Aaron Sexton
- Born: 24 August 2000 (age 25) Bangor, Northern Ireland
- Height: 1.88 m (6 ft 2 in)
- Weight: 94 kg (14.8 st; 207 lb)
- School: Bangor Grammar School

Rugby union career
- Position: Wing / Fullback

Amateur team(s)
- Years: Team / Apps / (Points)
- 2021-23: Malone / 16 / (60)
- 2023-: Ballynahinch / 13 / (50)

Senior career
- Years: Team / Apps / (Points)
- 2020–2024: Ulster / 10 / (5)
- Correct as of 1 June 2024

International career
- Years: Team / Apps / (Points)
- 2021: Ireland 7s
- Correct as of 19 June 2021
- Medal record
Men's Athletics
Representing Northern Ireland
Commonwealth Youth Games
| Gold medal – first place | 2017 Nassau | 200m |

= Aaron Sexton =

Irish rugby union player

Aaron Sexton (born 24 August 2000) is an Irish former rugby union player who played wing or fullback for Ulster in the United Rugby Championship. As of December 2024, he was participating in the NFL International Player Pathway Program, to attempt to play American Football professionally in the NFL.

== Athletics Career ==
Sexton is also a track sprinter, winning the 2018 and 2019 All-Ireland Schools Championships in both the 100m and 200m, representing Bangor Grammar School. In 2019 Sexton also broke the all-Ireland schools record in both events with times of 10.43 for the 100m and 20.69 for the 200m.
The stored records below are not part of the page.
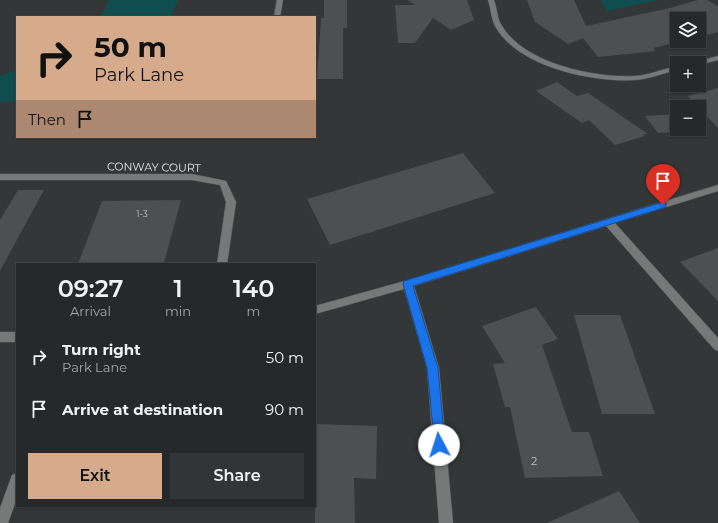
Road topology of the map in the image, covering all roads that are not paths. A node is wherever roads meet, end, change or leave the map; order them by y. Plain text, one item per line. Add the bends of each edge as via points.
1 (280, 0) edge
2 (491, 0) edge
3 (277, 16) edge
4 (718, 58) edge
5 (706, 61) edge
6 (670, 70) edge
7 (0, 177) edge
8 (718, 188) edge
9 (608, 222) junction
10 (222, 263) edge
11 (408, 284) junction
12 (316, 310) edge
13 (0, 337) edge
14 (16, 337) edge
15 (718, 346) edge
16 (16, 483) edge
17 (1, 523) edge
18 (446, 523) edge

1 - 3 street
2 - 6 street via 498,26 508,38 526,52 550,63 580,73 610,78 636,78
4 - 5 street
7 - 10 street, CONWAY COURT via 192,177 223,183 231,202
8 - 9 street
9 - 11 street
9 - 15 street
11 - 12 street
11 - 18 street via 433,368
13 - 14 street
16 - 17 street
Sexton represented and Ireland came 15th at the 2018 World u20 Athletics Championships in the 200m sprint, and was a part of the Irish 4 × 100 m relay team who finished 11th. the following year Sexton finished 4th at the u20 European Championships in the 200m sprint.

== Rugby Union ==
He played for Ulster "A" in the 2018–19 Celtic Cup, scoring seven tries in six games, and was named Ulster "A" player of the Year in the 2019 Ulster Rugby Awards. He joined the Ulster academy ahead of the 2019–20 season, committing himself full-time to rugby. He made his senior debut as a replacement against Edinburgh in November 2020. In January 2021 he signed a development contract, to be upgraded to a senior contract after one season. He was selected for the Ireland national rugby sevens team for the World Rugby Sevens Repechage in Monaco in July 2021, helping the team qualify for the Tokyo Olympics. He made two senior appearances for Ulster in the 2021–22 season, scoring a try against Cardiff in March 2022.

Sexton left the Province in December 2024 after making 10 appearances, to take part in the NFL International Player Pathway Program for 2025, intending to play as a wide receiver or kick returner. By August 2025, he had returned to Ireland and was playing club rugby for Ballynahinch.